Davvero non lo sappiamo, ma sappiamo che chiunque ami la letteratura, la poesia e l’arte, non potrà fare a meno di curiosare e lanciarsi a capofitto dentro questo piccolo romanzo, che altro non vuol essere che un sentito omaggio agli scrittori e all’arte del raccontare.
P.s. = Il libro non è un romanzo storico realistico, ma parte da un presupposto che è puramente frutto della fantasia dell’autore: Franz Kafka, per uno sfasamento spazio-temporale di carattere cosmico, si ritrova proiettato di punto in bianco nell' epoca di Giacomo Leopardi.

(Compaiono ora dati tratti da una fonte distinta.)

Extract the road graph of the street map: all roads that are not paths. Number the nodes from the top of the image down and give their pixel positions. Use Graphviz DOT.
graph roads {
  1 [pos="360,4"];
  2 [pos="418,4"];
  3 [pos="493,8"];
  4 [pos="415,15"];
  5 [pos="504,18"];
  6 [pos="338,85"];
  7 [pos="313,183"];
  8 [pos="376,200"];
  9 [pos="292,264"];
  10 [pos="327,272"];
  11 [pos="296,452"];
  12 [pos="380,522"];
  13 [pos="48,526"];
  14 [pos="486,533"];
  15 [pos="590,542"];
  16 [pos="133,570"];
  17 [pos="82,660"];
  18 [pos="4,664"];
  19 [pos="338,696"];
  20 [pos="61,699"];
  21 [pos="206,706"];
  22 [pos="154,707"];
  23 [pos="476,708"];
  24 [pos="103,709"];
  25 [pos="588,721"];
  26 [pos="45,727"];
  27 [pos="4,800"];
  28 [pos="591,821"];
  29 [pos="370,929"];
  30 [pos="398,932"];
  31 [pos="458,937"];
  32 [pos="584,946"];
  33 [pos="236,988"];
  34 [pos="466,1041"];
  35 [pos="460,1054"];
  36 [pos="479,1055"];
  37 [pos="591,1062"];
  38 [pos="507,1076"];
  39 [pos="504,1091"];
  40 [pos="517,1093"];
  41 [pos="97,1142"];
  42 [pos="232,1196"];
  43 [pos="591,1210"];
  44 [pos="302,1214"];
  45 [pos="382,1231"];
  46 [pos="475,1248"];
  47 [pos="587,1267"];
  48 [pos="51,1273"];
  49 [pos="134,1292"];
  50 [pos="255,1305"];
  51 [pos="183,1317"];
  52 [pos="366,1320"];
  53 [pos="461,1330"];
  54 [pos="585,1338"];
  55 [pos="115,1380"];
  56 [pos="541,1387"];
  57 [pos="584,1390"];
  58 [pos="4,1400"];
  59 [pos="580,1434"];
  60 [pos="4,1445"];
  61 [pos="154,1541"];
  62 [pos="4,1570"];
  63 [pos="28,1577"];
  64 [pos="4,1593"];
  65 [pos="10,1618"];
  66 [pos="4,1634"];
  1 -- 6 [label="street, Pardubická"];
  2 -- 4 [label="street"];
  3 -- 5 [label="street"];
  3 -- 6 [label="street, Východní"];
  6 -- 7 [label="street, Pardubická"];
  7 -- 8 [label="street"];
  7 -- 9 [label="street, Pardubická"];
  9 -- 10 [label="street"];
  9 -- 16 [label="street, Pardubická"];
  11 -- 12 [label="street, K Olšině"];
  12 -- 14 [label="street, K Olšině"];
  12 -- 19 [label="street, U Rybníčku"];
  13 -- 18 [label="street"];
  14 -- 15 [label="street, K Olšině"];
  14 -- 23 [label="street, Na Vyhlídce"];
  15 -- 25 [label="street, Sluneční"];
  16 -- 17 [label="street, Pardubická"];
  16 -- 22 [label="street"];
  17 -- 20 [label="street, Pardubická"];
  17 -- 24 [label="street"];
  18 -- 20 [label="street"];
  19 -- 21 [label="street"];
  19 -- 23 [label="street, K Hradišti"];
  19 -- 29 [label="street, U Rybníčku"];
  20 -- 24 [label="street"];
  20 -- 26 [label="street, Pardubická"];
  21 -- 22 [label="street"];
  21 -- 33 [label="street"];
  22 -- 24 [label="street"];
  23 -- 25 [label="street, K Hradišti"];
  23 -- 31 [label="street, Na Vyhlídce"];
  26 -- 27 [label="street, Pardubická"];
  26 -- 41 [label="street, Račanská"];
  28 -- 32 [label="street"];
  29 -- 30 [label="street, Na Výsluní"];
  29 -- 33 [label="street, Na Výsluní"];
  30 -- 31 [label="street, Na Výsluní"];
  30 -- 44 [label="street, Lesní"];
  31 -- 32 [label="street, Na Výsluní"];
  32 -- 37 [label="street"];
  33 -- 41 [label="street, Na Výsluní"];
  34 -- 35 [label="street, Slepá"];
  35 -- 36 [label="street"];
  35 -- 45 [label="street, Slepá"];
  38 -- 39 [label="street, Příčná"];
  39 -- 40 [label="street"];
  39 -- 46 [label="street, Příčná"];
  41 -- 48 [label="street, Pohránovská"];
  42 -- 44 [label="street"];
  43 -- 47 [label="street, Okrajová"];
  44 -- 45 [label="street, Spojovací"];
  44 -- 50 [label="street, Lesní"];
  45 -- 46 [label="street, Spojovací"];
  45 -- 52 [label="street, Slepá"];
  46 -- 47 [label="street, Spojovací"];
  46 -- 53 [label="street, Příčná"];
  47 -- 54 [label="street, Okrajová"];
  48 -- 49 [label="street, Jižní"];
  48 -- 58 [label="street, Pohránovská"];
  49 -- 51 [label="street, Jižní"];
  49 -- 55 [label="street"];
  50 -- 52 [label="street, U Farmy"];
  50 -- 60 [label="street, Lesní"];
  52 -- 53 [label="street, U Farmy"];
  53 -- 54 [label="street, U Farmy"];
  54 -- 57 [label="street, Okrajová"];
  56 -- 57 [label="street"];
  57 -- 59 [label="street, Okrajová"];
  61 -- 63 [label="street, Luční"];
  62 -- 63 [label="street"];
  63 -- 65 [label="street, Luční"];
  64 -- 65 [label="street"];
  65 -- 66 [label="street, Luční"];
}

Un po' come in Ritorno al futuro
o in Non ci resta che piangere
o ancora in Midnight in Paris
e in alcuni scritti di Isaac Asimov o di Ray Bradbury: la possibilità di viaggiare nel tempo e attraverso il tempo... beh, chi vuole giocare: giochi! Chi vuole sognare: sogni! Per tutti gli altri: ci salutiamo qui!
Prima parte
- Capitolo I = L'arrivo nel passato -
Per uno sfasamento spazio-temporale che pervase d'improvviso il cosmo, lo scrittore ceco Franz Kafka, proprio mentre si trovava nel suo studio di Praga a scrivere qualcosa, si ritrovò proiettato nella stessa epoca del poeta Giacomo Leopardi e allora pensò che forse sarebbe stato un bene se fosse andato a trovarlo.
Il processo di proiezione nel tempo, parve a Franz un fenomeno non spiegabile e gli scombussolò non poco gli organi interni: l'imbuto di luce azzurrina e le rifrazioni di luce argentata, inframezzate da lampi improvvisi e neri, spaventarono molto il genio praghese che però presto si ritrovò nell'altra dimensione.
Del resto, io sono o no di Praga? Detta altrimenti la città magica?
Dopo mille titubanze e ripensamenti, un bel giorno lo scrittore prese la grande decisione e intraprese il viaggio in calesse e si spostò da Praga a Roma da dove, dopo una pausa di un paio di giorni, avrebbe proseguito per Recanati, nelle Marche.
I due giorni romani di Kafka furono tranquilli, anche se egli fu un po' dispiaciuto di non avere potuto incontrare Gogol che notoriamente era stato a Roma, in quegli anni, ma evidentemente in quell'ultimo periodo era stato trattenuto a Pietroburgo.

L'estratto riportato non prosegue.